→ INSTRUCTIONS FOR THE TASK
Copy out each line of the entries below in which the string "hand" appears.

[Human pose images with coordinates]
··········

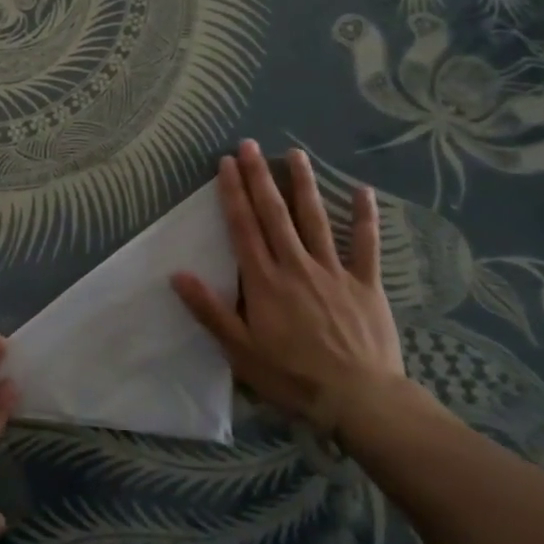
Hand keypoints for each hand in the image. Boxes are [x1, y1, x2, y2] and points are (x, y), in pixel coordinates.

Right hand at [171, 140, 410, 440]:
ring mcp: (333, 271)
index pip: (244, 227)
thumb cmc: (292, 377)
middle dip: (260, 177)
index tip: (226, 163)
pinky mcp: (365, 283)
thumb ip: (209, 310)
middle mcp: (296, 265)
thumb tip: (177, 274)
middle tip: (250, 145)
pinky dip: (365, 217)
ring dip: (304, 184)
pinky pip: (366, 245)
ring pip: (316, 219)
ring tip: (296, 154)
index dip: (233, 193)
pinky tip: (363, 190)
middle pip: (274, 214)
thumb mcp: (240, 351)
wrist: (359, 399)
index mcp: (264, 280)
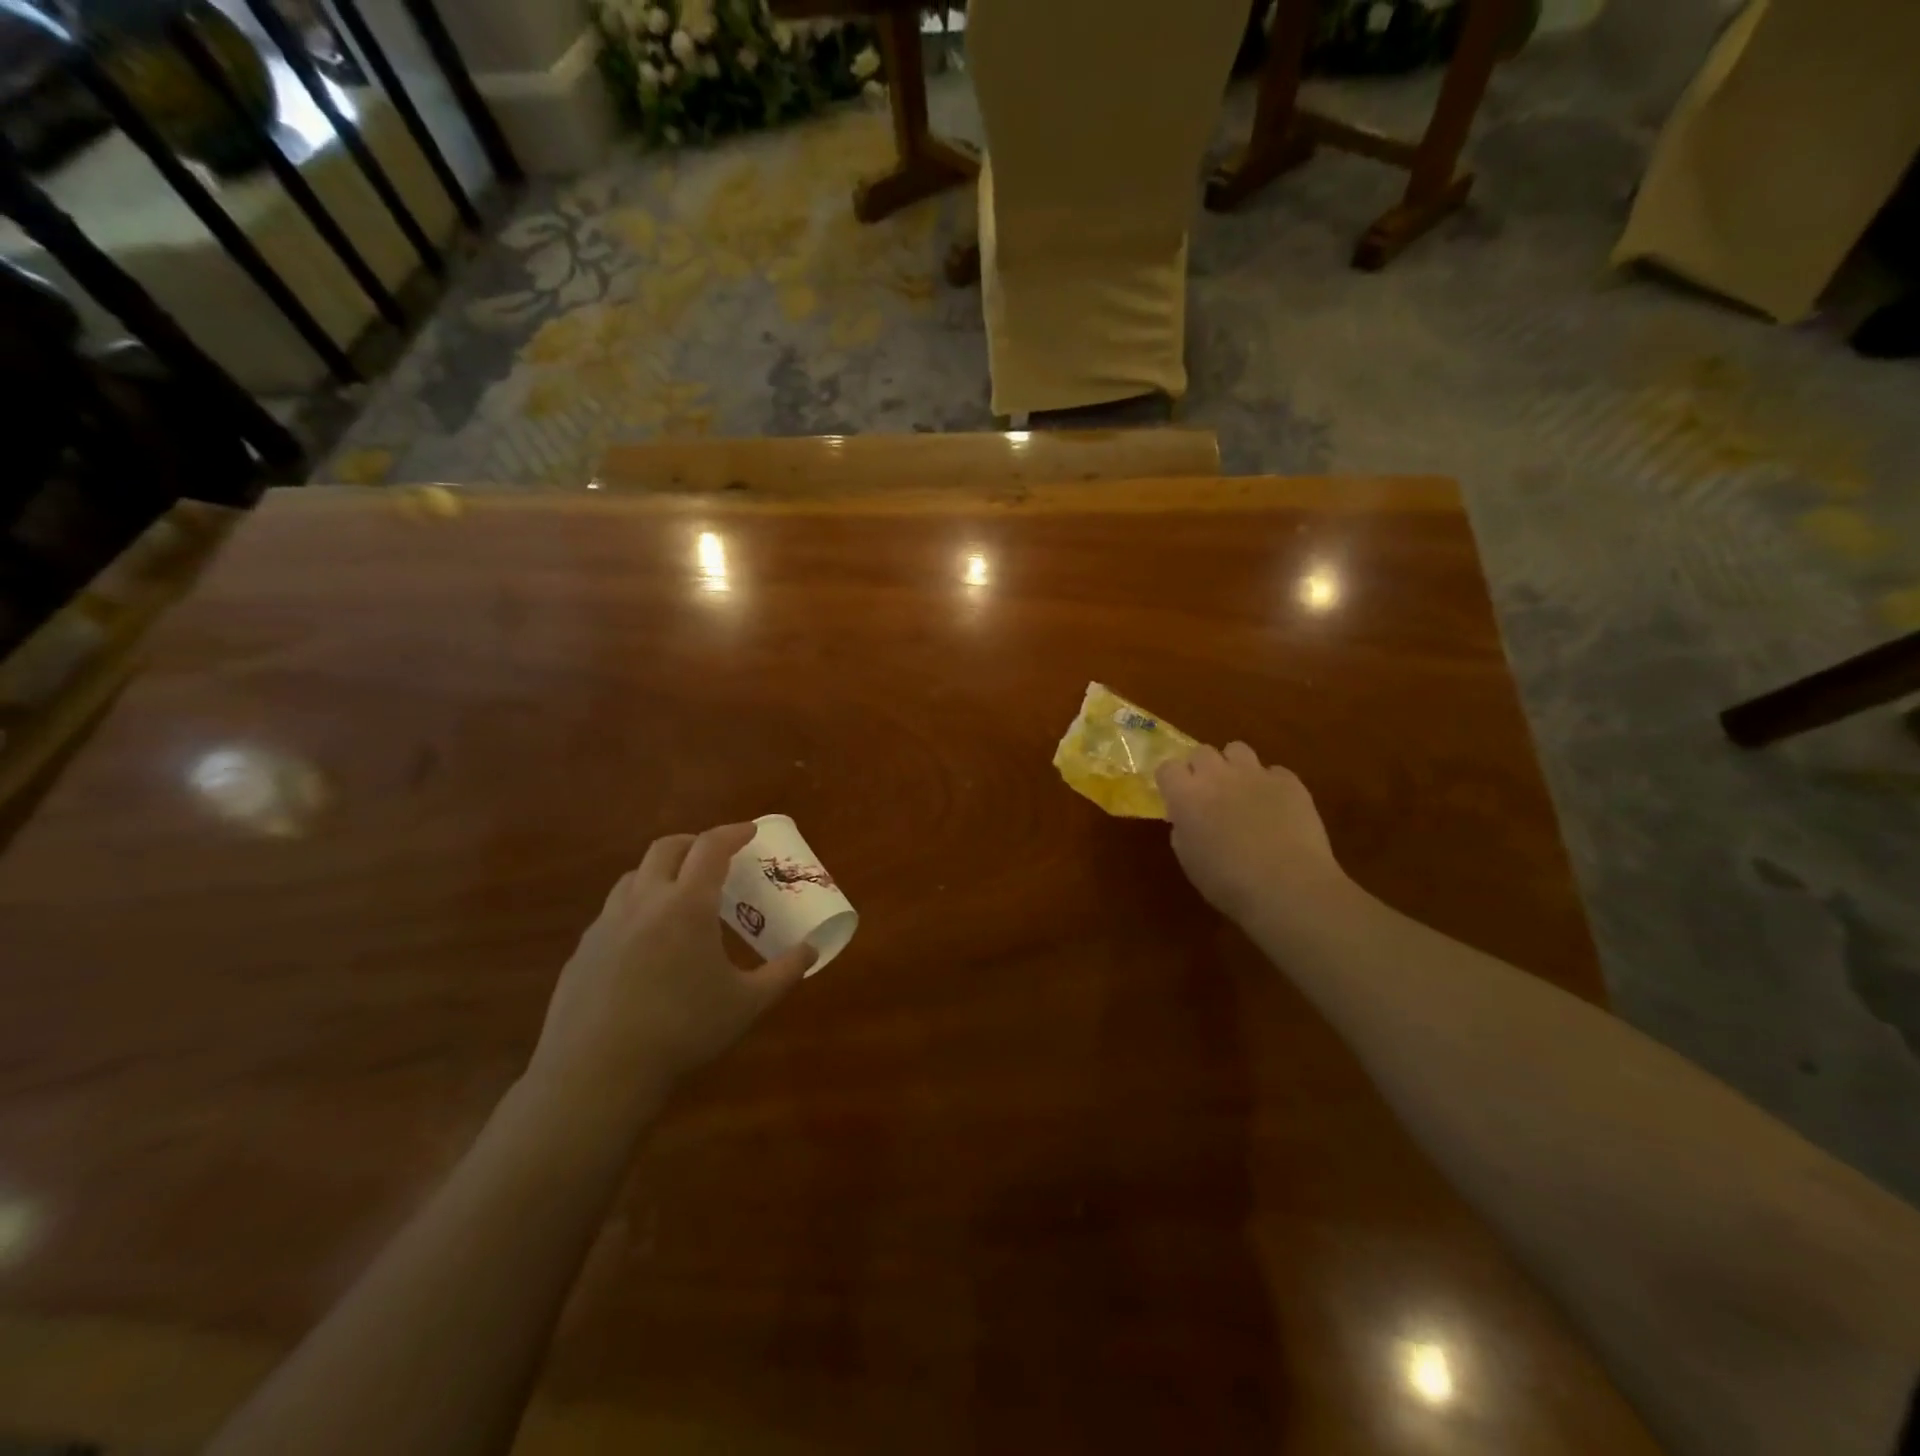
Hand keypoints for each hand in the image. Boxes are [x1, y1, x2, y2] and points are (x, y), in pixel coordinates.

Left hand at [526, 824, 813, 1117]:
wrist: (596, 1073)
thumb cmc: (682, 1030)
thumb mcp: (747, 1004)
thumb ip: (784, 972)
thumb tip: (812, 950)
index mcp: (687, 904)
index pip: (711, 847)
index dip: (733, 833)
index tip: (750, 831)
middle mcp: (644, 901)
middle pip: (666, 848)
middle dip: (694, 843)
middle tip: (714, 858)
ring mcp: (606, 924)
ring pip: (633, 877)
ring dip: (661, 872)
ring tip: (679, 896)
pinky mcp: (583, 950)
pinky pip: (612, 912)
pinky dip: (636, 908)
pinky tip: (645, 944)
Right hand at [1155, 743, 1348, 925]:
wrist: (1288, 887)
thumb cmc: (1228, 883)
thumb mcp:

··········

→ SOLUTION TO THIS TASK
Hand keypoints for each hand in the image. Boxes are [x1, y1, x2, y2] and points are (x, y), in pixel coordinates.
Right hand at [171, 140, 410, 440]:
Hand keypoints for each hand in the image. Boxes are [x1, y1, x2, y2] and points are (x, y), in pixel coordinates.
Left hand at [526, 824, 813, 1117]:
Right hand at [1155, 743, 1348, 925]:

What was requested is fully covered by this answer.